=== Begin Enclosure ===
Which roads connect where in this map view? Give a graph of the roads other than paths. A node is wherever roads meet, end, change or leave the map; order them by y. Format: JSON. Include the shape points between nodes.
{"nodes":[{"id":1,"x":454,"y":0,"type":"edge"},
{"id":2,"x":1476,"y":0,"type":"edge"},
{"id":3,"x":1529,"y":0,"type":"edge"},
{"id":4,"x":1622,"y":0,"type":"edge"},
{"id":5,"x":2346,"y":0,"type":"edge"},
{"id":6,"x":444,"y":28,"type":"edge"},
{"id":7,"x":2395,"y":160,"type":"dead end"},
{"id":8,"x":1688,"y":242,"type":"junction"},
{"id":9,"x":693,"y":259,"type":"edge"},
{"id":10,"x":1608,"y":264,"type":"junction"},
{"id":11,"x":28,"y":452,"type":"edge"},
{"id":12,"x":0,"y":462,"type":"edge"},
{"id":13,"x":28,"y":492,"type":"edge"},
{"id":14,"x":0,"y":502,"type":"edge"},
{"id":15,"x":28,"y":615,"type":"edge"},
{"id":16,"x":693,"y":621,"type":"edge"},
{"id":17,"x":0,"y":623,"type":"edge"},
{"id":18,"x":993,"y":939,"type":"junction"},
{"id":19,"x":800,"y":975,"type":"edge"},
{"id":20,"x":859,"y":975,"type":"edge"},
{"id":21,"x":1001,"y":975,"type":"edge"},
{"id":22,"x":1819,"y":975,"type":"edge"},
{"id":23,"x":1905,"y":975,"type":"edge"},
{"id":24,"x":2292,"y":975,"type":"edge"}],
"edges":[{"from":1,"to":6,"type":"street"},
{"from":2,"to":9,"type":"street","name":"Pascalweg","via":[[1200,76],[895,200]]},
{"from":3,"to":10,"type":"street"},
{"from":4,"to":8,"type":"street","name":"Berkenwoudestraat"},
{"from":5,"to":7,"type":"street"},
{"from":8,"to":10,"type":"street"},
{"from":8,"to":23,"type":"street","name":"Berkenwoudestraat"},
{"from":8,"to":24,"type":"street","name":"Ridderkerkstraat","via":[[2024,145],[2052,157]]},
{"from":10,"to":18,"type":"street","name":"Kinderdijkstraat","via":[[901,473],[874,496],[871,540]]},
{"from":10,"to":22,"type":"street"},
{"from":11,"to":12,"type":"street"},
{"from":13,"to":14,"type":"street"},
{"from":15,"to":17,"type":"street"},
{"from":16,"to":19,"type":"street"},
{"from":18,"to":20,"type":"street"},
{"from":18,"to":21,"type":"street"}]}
=== End Enclosure ===
Prompt:
Go over the listing above and copy out each line that includes "junction".

Your response:
{"id":8,"x":1688,"y":242,"type":"junction"},
{"id":10,"x":1608,"y":264,"type":"junction"},
{"id":18,"x":993,"y":939,"type":"junction"},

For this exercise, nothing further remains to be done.